* WHAT YOU ARE ASKED TO DO *
State only the count of lines in the listing below that hold "Victor".

----- SUPPLIED DATA -----

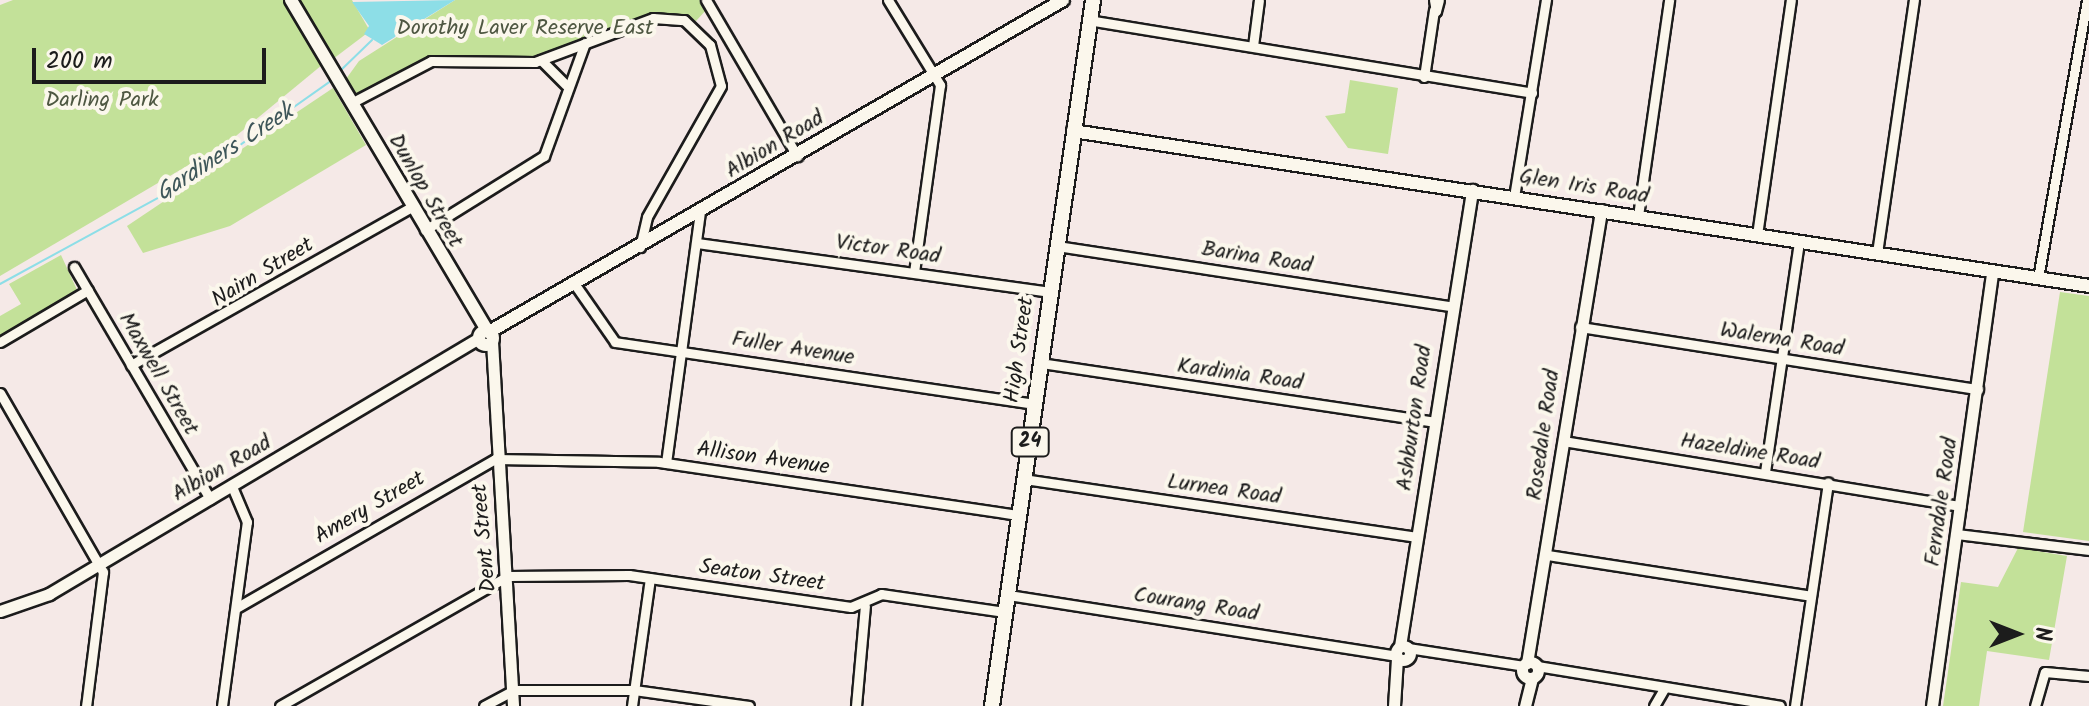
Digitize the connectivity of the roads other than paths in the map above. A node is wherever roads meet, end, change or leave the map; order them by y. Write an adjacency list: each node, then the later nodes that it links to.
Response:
1 (291, 0): 21 (main road, Dunlop Street)
2 (706, 0): 23 (street)
3 (888, 0): 17 (street)
4 (1063, 0): 17 (main road, Albion Road)
5 (1093, 0): 13 (main road, High Street / 24)
6 (1259, 0): 15 (street)
7 (1546, 0): 20 (street)
8 (1669, 0): 29 (street)
9 (1791, 0): 31 (street)
10 (1914, 0): 36 (street)
11 (2087, 0): 40 (street)
12 (1436, 3): 18 (street)
13 (1088, 20): 15 (street); 22 (main road, High Street / 24)
14 (585, 43): 16 (street); 19 (street); 35 (street)
15 (1253, 46): 18 (street)
16 (541, 60): 19 (street); 21 (street)
17 (934, 75): 23 (main road, Albion Road); 38 (street)
18 (1424, 77): 20 (street)
19 (566, 85): 30 (street)
20 (1532, 93): 25 (street)
21 (351, 103): 26 (main road, Dunlop Street)
22 (1073, 131): 24 (main road, Glen Iris Road); 34 (main road, High Street / 24)
23 (797, 156): 28 (main road, Albion Road)
24 (1468, 190): 25 (main road, Glen Iris Road); 45 (street, Ashburton Road)
25 (1518, 197): 27 (main road, Glen Iris Road)
26 (411, 207): 30 (main road, Dunlop Street); 52 (street, Nairn Street)
27 (1597, 210): 29 (main road, Glen Iris Road); 46 (street, Rosedale Road)
28 (695, 216): 32 (street); 35 (main road, Albion Road)
29 (1638, 216): 31 (main road, Glen Iris Road)
30 (425, 230): 47 (main road, Dunlop Street)
31 (1757, 235): 33 (main road, Glen Iris Road)
32 (698, 239): 38 (street, Victor Road); 49 (street)
33 (1799, 241): 36 (main road, Glen Iris Road); 50 (street)
34 (1057, 246): 44 (main road, High Street / 24); 45 (street, Barina Road)
35 (640, 247): 41 (main road, Albion Road)
36 (1877, 253): 39 (main road, Glen Iris Road)
37 (74, 267): 43 (street, Maxwell Street)
38 (914, 272): 44 (street, Victor Road)
39 (1996, 272): 40 (main road, Glen Iris Road); 53 (street, Ferndale Road)
40 (2043, 279): 42 (main road, Glen Iris Road)
41 (576, 286): 47 (main road, Albion Road); 49 (street, Fuller Avenue)
42 (2089, 286)
43 (88, 290): 48 (street); 52 (street, Maxwell Street)
44 (1051, 292): 51 (main road, High Street / 24)
45 (1451, 306): 56 (street, Ashburton Road)
46 (1580, 327): 50 (street, Walerna Road); 57 (street, Rosedale Road)
47 (486, 338): 58 (street, Dent Street); 63 (street, Albion Road)
48 (0, 342)
49 (682, 351): 55 (street, Fuller Avenue); 59 (street)
50 (1782, 358): 53 (street, Walerna Road); 60 (street)
51 (1041, 363): 55 (main road, High Street / 24); 56 (street, Kardinia Road)
52 (131, 365): 64 (street, Maxwell Street)
53 (1978, 389): 65 (street, Ferndale Road)
54 (0, 393): 71 (street)
55 (1035, 404): 61 (main road, High Street / 24)
56 (1435, 422): 68 (street, Ashburton Road)
57 (1563, 441): 60 (street, Hazeldine Road); 70 (street, Rosedale Road)
58 (499, 458): 59 (street, Allison Avenue); 72 (street, Dent Street); 75 (street, Amery Street)
59 (666, 463): 66 (street, Allison Avenue)
60 (1765, 472): 62 (street, Hazeldine Road)
61 (1024, 479): 66 (main road, High Street / 24); 68 (street, Lurnea Road)
62 (1828, 482): 65 (street, Hazeldine Road); 77 (street)
63 (232, 486): 64 (street, Albion Road); 74 (street)
64 (210, 499): 71 (street, Albion Road)
65 (1962, 503): 67 (street, Ferndale Road)
66 (1019, 515): 76 (main road, High Street / 24)
67 (1958, 530): 69 (street); 104 (street, Ferndale Road)
68 (1418, 537): 82 (street, Ashburton Road)
69 (2089, 550)
70 (1547, 555): 77 (street); 83 (street, Rosedale Road)
71 (100, 563): 80 (street, Albion Road); 90 (street)
72 (508, 576): 73 (street, Seaton Street); 86 (street, Dent Street); 92 (street)
73 (650, 578): 78 (street, Seaton Street); 87 (street)
74 (239, 581): 75 (street); 79 (street)
75 (262, 593): 79 (street, Amery Street)
76 (1008, 595): 81 (main road, High Street / 24); 82 (street, Courang Road)
77 (1811, 596): 103 (street)
78 (865, 606): 81 (street, Seaton Street); 98 (street)
79 (236, 608): 91 (street)
80 (0, 611)
81 (1005, 612): 99 (main road, High Street / 24)
82 (1402, 652): 83 (street, Courang Road); 100 (street, Ashburton Road)
83 (1530, 670): 85 (street, Courang Road); 89 (street, Rosedale Road)
84 (2089, 676): 105 (street)
85 (1664, 689): 101 (street); 102 (street, Courang Road)
86 (516, 690): 87 (street); 88 (street); 95 (street, Dent Street)
87 (634, 690): 96 (street); 97 (street)
88 (495, 700): 93 (street); 94 (street)
89 (1525, 703)
90 (86, 706)
91 (222, 706)
92 (280, 706)
93 (484, 706)
94 (506, 706)
95 (513, 706)
96 (632, 706)
97 (749, 706)
98 (856, 706)
99 (992, 706)
100 (1394, 706)
101 (1654, 706)
102 (1780, 706)
103 (1795, 706)
104 (1932, 706)
105 (2035, 706)

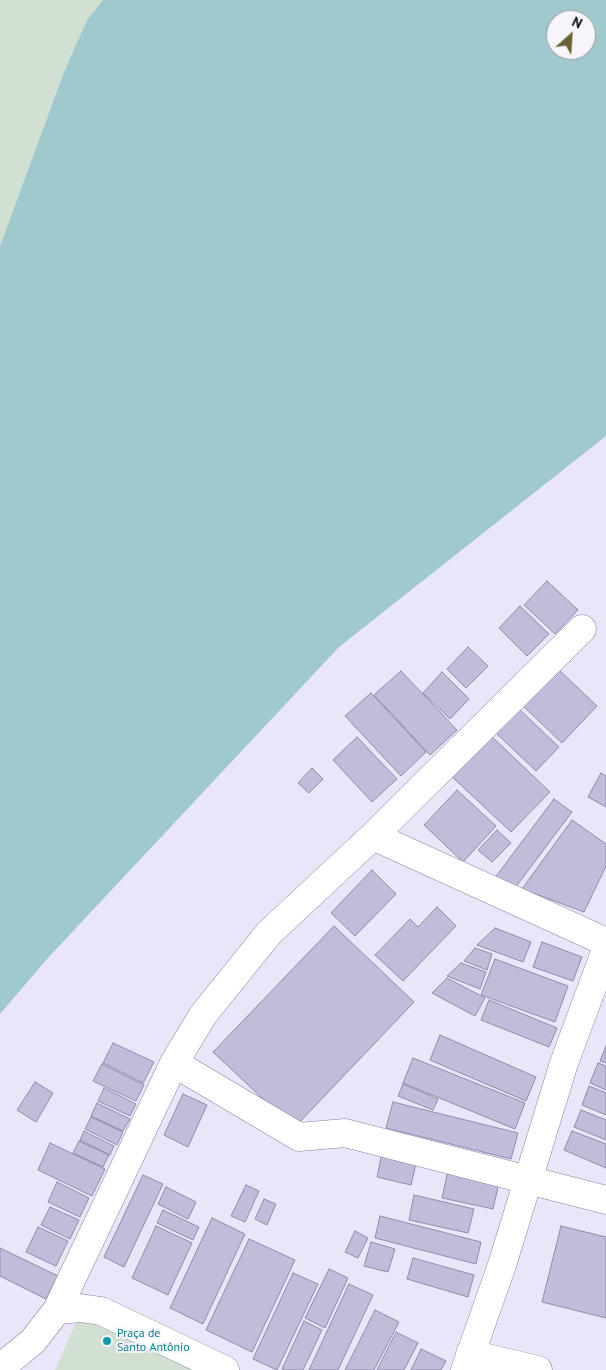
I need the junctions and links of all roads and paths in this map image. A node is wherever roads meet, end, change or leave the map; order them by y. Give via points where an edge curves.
1 (582, 629) dead end
2 (373, 836) junction
3 (606, 942) edge
4 (606, 950) edge
5 (174, 1063) junction
6 (527, 1181) junction
7 (606, 1200) edge
8 (57, 1310) junction
9 (468, 1362) edge
10 (0, 1368) edge
11 (226, 1370) edge
12 (538, 1370) edge

1 - 2 street
2 - 3 street
2 - 5 street via 269,933 203,1016
4 - 6 street via 564,1063
5 - 6 street via 298,1137 344,1132
5 - 8 street
6 - 7 street
6 - 9 street
8 - 10 street via 33,1341
8 - 11 street via 80,1308 102,1311
9 - 12 street

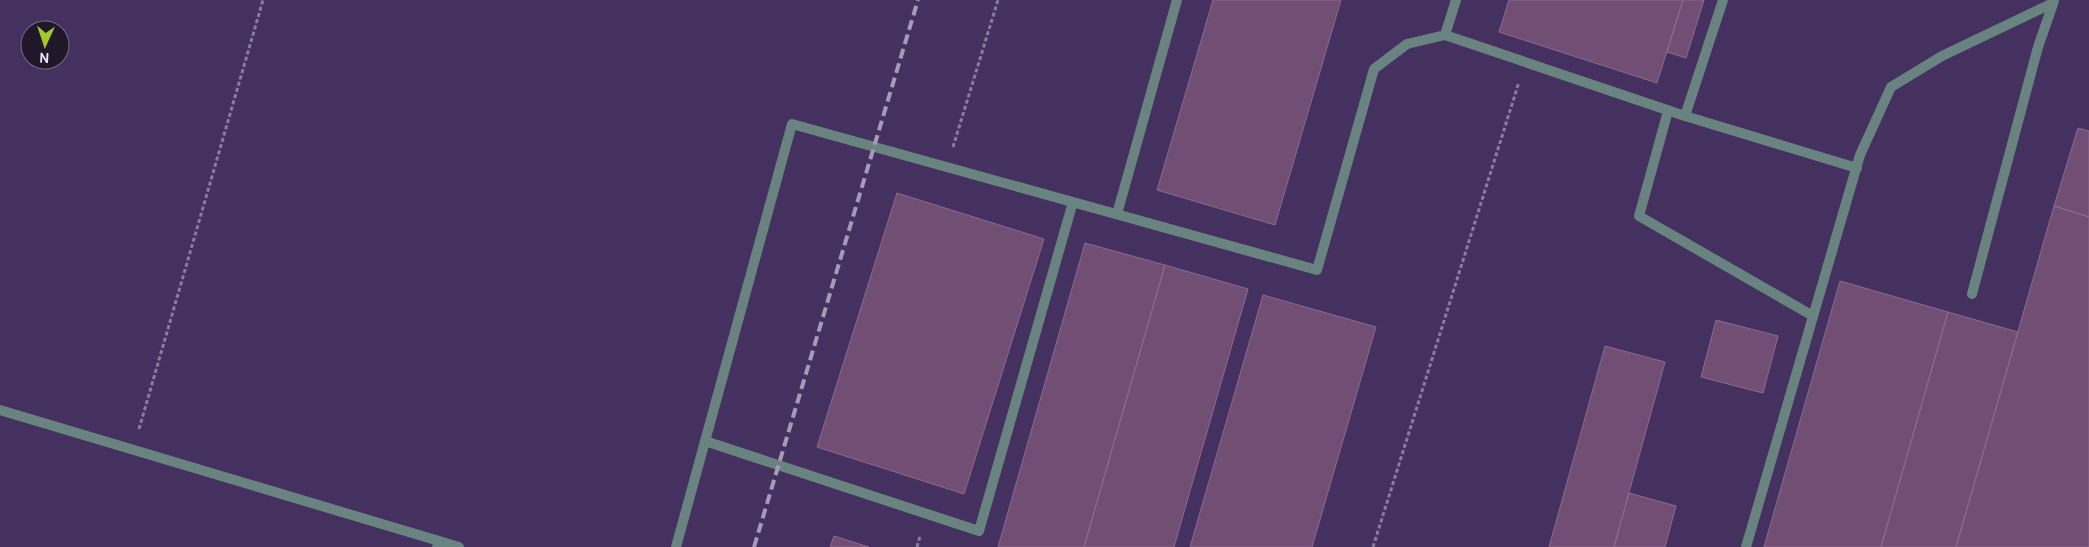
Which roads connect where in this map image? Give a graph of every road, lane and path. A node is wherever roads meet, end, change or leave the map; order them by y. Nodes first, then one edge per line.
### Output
1 (262, 0) edge
2 (998, 0) edge
3 (1178, 0) edge
4 (1456, 0) edge
5 (1723, 0) edge
6 (2054, 2) edge
7 (1445, 35) junction
8 (1525, 62) junction
9 (1668, 111) junction
10 (1685, 116) junction
11 (947, 167) junction
12 (1857, 168) junction
13 (1073, 202) junction
14 (1117, 214) junction
15 (1972, 294) dead end
16 (1813, 316) junction
17 (0, 410) edge
18 (705, 441) junction
19 (133, 450) junction
20 (438, 544) edge
21 (459, 547) edge
22 (676, 547) edge
23 (1372, 547) edge
24 (1746, 547) edge

1 - 19 path
2 - 11 path
3 - 14 street
4 - 7 street
5 - 10 street
6 - 12 street
6 - 15 street
7 - 8 street
7 - 14 street
8 - 9 street
8 - 23 path
9 - 10 street
9 - 16 street
10 - 12 street
11 - 13 street
11 - 18 street
12 - 16 street
13 - 14 street
13 - 18 street
16 - 24 street
17 - 19 street
18 - 22 street
19 - 20 street
20 - 21 street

-----

* RESPONSE TO THIS TASK *
2